= Gateway address =

Router interface to connect to a network

The gateway address (or default gateway) is a router interface connected to the local network that sends packets out of the local network. The gateway has a physical and a logical address.

== Logical gateway address ==

The gateway operates at the network layer (Layer 3) of the OSI Model. The gateway is used when transmitting packets. When packets are sent over a network, the destination IP address is examined. If the destination IP is outside of the network, then the packet goes to the gateway for transmission outside of the network. The gateway is on the same network as end devices. The gateway address must have the same subnet mask as host devices. Each host on the network uses the same gateway.

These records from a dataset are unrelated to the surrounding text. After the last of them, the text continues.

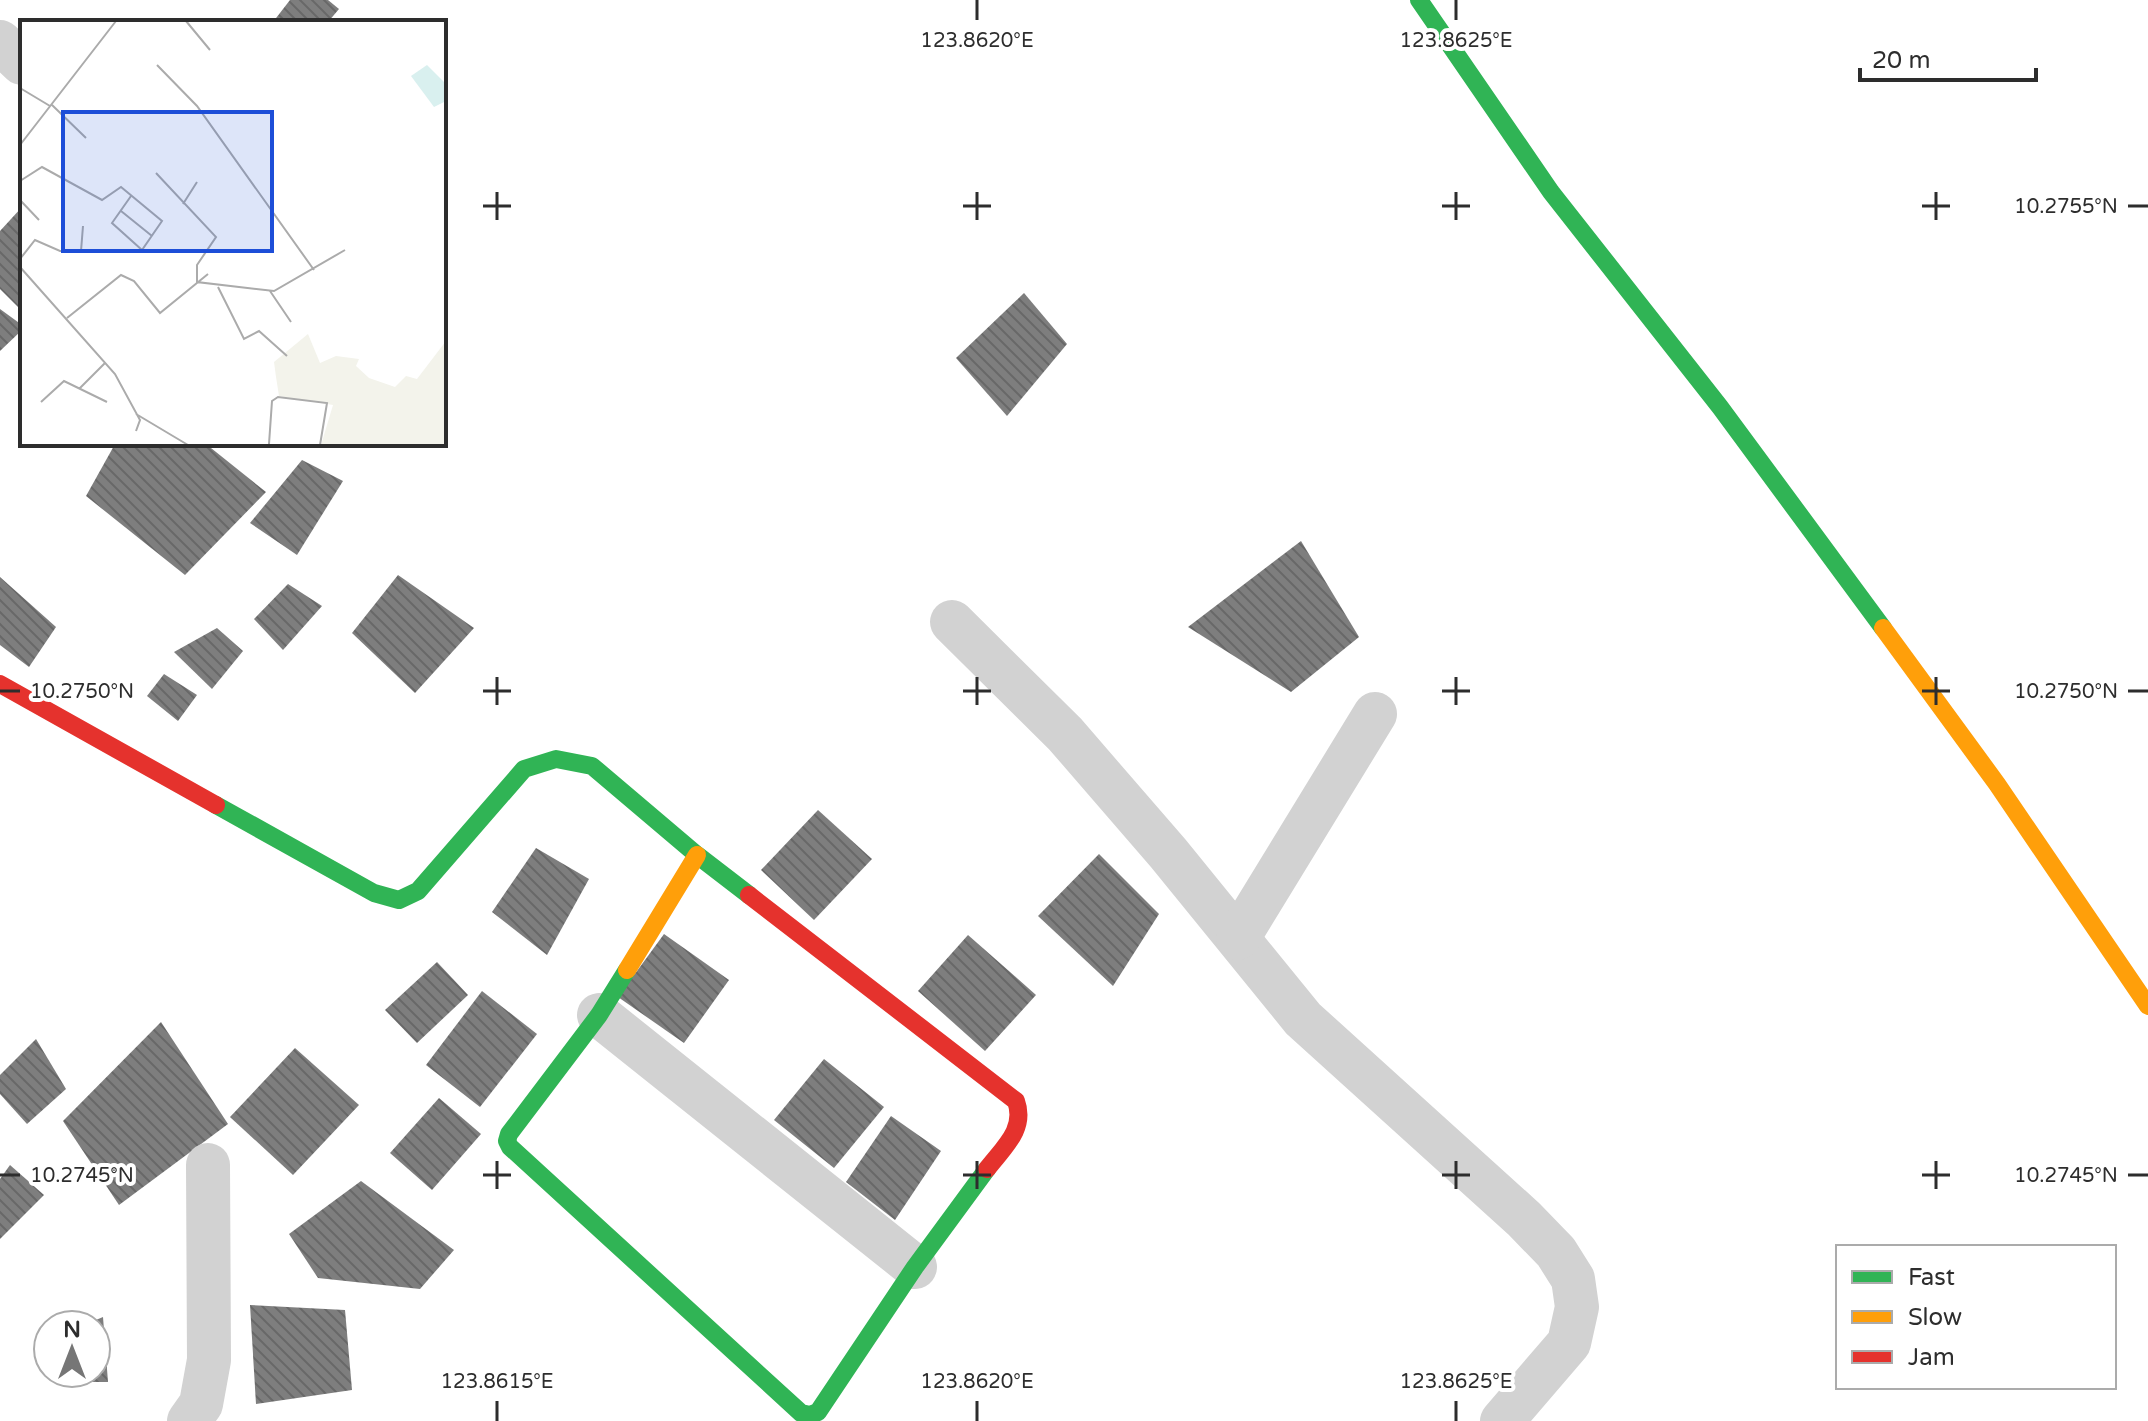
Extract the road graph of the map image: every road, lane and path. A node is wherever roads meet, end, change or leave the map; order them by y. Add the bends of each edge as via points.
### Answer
1 (1419, 0) edge
2 (0, 42) edge
3 (20, 61) edge
4 (952, 622) dead end
5 (0, 684) edge
6 (1375, 714) dead end
7 (697, 855) junction
8 (1238, 938) junction
9 (2148, 1006) edge
10 (599, 1015) junction
11 (208, 1165) dead end
12 (915, 1267) junction
13 (189, 1421) edge
14 (1502, 1421) edge

1 - 9 street via 1551,192 1720,407 1997,784
2 - 3 street
4 - 8 street via 1065,734
5 - 7 street via 374,893 399,900 418,891 524,769 556,759 592,766
6 - 8 street
7 - 10 street
7 - 12 street via 1016,1101 1021,1115 1015,1132
8 - 14 street via 1303,1019 1524,1219 1573,1279 1577,1307 1569,1343
10 - 12 street
10 - 12 street via 509,1134 510,1147 801,1413 818,1412
11 - 13 street via 209,1360 201,1404

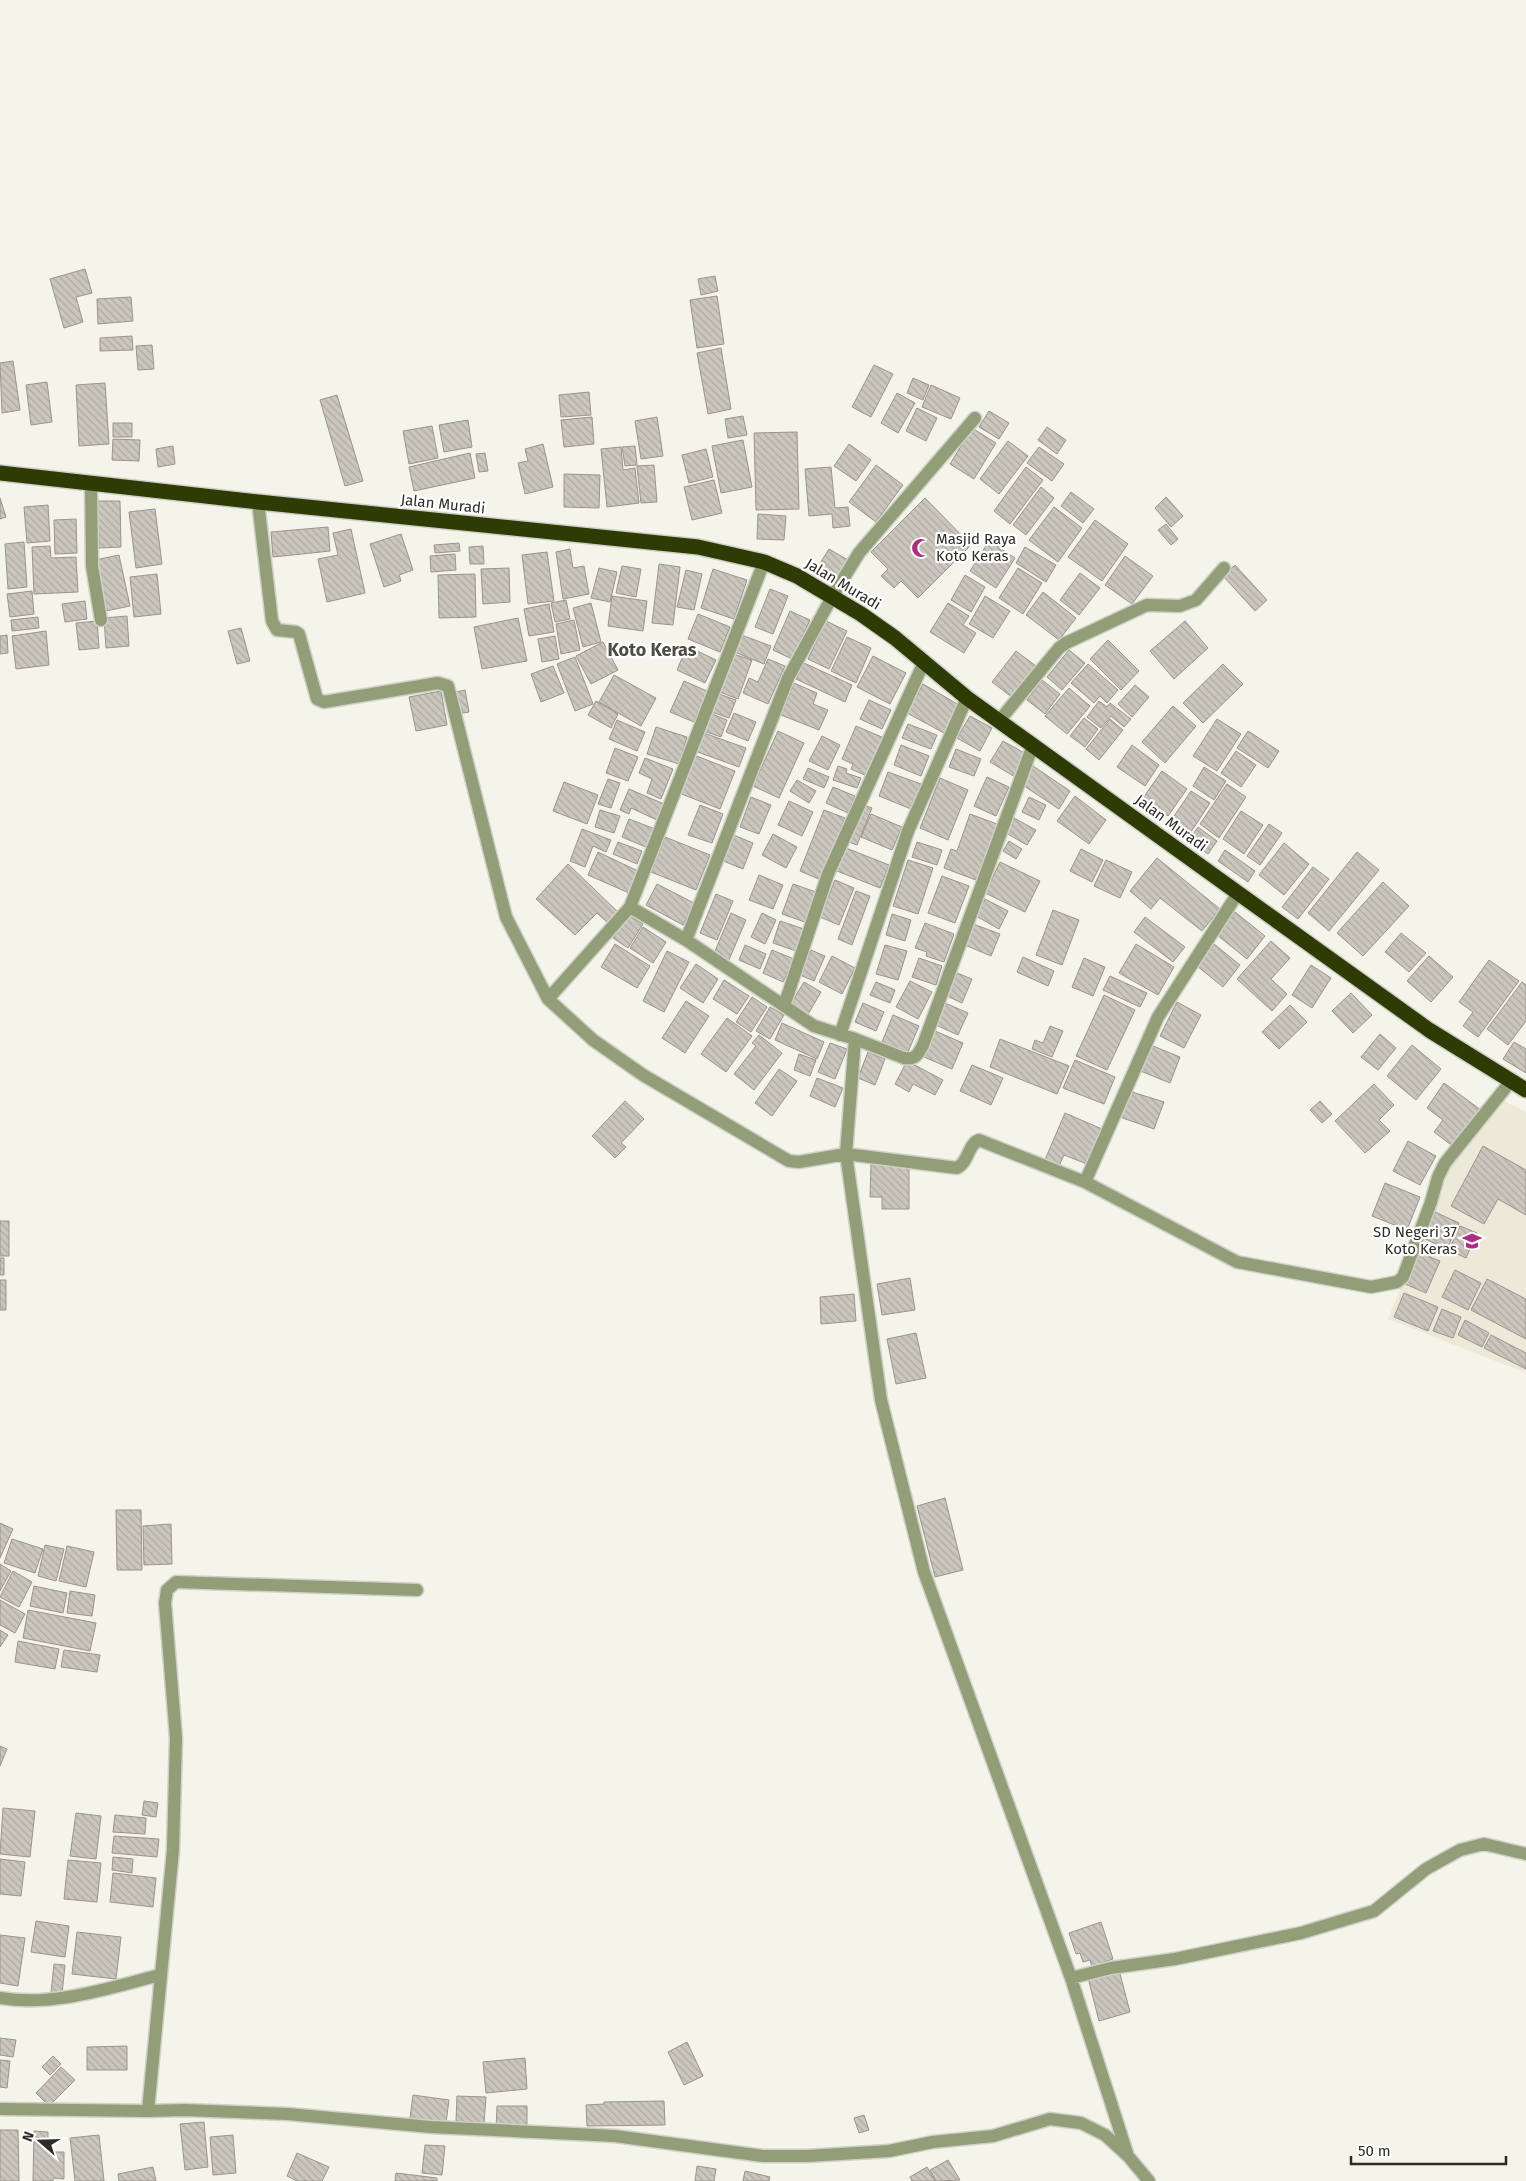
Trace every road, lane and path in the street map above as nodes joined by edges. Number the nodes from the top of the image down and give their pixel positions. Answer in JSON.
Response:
{"nodes":[{"id":1,"x":975,"y":418,"type":"dead end"},
{"id":2,"x":0,"y":474,"type":"edge"},
{"id":3,"x":91,"y":484,"type":"junction"},
{"id":4,"x":258,"y":502,"type":"junction"},
{"id":5,"x":764,"y":562,"type":"junction"},
{"id":6,"x":1224,"y":568,"type":"dead end"},
{"id":7,"x":832,"y":596,"type":"junction"},
{"id":8,"x":101,"y":620,"type":"dead end"},
{"id":9,"x":924,"y":662,"type":"junction"},
{"id":10,"x":968,"y":698,"type":"junction"},
{"id":11,"x":999,"y":721,"type":"junction"},
{"id":12,"x":1032,"y":745,"type":"junction"},
{"id":13,"x":1238,"y":892,"type":"junction"},
{"id":14,"x":630,"y":907,"type":"junction"},
{"id":15,"x":686,"y":940,"type":"junction"},
{"id":16,"x":548,"y":999,"type":"junction"},
{"id":17,"x":784,"y":1006,"type":"junction"},
{"id":18,"x":840,"y":1035,"type":"junction"},
{"id":19,"x":855,"y":1039,"type":"junction"},
{"id":20,"x":1511,"y":1081,"type":"junction"},
{"id":21,"x":1526,"y":1090,"type":"edge"},
{"id":22,"x":846,"y":1154,"type":"junction"},
{"id":23,"x":1085,"y":1182,"type":"junction"},
{"id":24,"x":417,"y":1590,"type":"dead end"},
{"id":25,"x":1526,"y":1854,"type":"edge"},
{"id":26,"x":160,"y":1975,"type":"junction"},
{"id":27,"x":1071,"y":1978,"type":"junction"},
{"id":28,"x":0,"y":1998,"type":"edge"},
{"id":29,"x":0,"y":2109,"type":"edge"},
{"id":30,"x":148,"y":2111,"type":"junction"},
{"id":31,"x":1128,"y":2156,"type":"junction"},
{"id":32,"x":1149,"y":2181,"type":"edge"}],
"edges":[{"from":1,"to":7,"type":"street"},
{"from":2,"to":3,"type":"highway","name":"Jalan Muradi"},
{"from":3,"to":4,"type":"highway","name":"Jalan Muradi"},
{"from":3,"to":8,"type":"street"},
{"from":4,"to":5,"type":"highway","name":"Jalan Muradi"},
{"from":4,"to":16,"type":"street"},
{"from":5,"to":7,"type":"highway","name":"Jalan Muradi"},
{"from":5,"to":14,"type":"street"},
{"from":6,"to":11,"type":"street"},
{"from":7,"to":9,"type":"highway","name":"Jalan Muradi"},
{"from":7,"to":15,"type":"street"},
{"from":9,"to":10,"type":"highway","name":"Jalan Muradi"},
{"from":9,"to":17,"type":"street"},
{"from":10,"to":11,"type":"highway","name":"Jalan Muradi"},
{"from":10,"to":18,"type":"street"},
{"from":11,"to":12,"type":"highway","name":"Jalan Muradi"},
{"from":12,"to":13,"type":"highway","name":"Jalan Muradi"},
{"from":12,"to":19,"type":"street"},
{"from":13,"to":20,"type":"highway","name":"Jalan Muradi"},
{"from":13,"to":23,"type":"street"},
{"from":14,"to":15,"type":"street"},
{"from":14,"to":16,"type":"street"},
{"from":15,"to":17,"type":"street"},
{"from":16,"to":22,"type":"street"},
{"from":17,"to":18,"type":"street"},
{"from":18,"to":19,"type":"street"},
{"from":19,"to":22,"type":"street"},
{"from":20,"to":21,"type":"highway","name":"Jalan Muradi"},
{"from":20,"to":23,"type":"street"},
{"from":22,"to":23,"type":"street"},
{"from":22,"to":27,"type":"street"},
{"from":24,"to":26,"type":"street"},
{"from":25,"to":27,"type":"street"},
{"from":26,"to":28,"type":"street"},
{"from":26,"to":30,"type":"street"},
{"from":27,"to":31,"type":"street"},
{"from":29,"to":30,"type":"street"},
{"from":30,"to":31,"type":"street"},
{"from":31,"to":32,"type":"street"}]}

The gateway should have a static address, as changing the address would cause packets not to be delivered. The gateway is typically assigned either the highest or lowest network address. This is not a requirement, but many organizations use a consistent addressing scheme to facilitate network planning.

== Physical gateway address ==

The gateway also operates at the data link layer (Layer 2) of the OSI network model. The physical gateway address is called the media access control(MAC) address or burned in address (BIA). The physical address is assigned when the device is manufactured and cannot be changed. When a frame is sent to a device not on the local network, the gateway's MAC address is used in the frame header.

The gateway address must be configured on each host. The network host IP interface binds the gateway address to the MAC address of the physical gateway by broadcasting IP datagrams and caching the MAC address of the reply from the gateway in an ARP table stored on the host. The gateway address may be added manually. On Windows computers, the gateway address is configured using the TCP/IP Properties.

The gateway address can be automatically determined using Dynamic Host Configuration Protocol (DHCP). DHCP allows a host to obtain network information from a server. The host contacts the server to obtain an IP address and a default gateway address. DHCP Servers are normally provided by Internet service providers.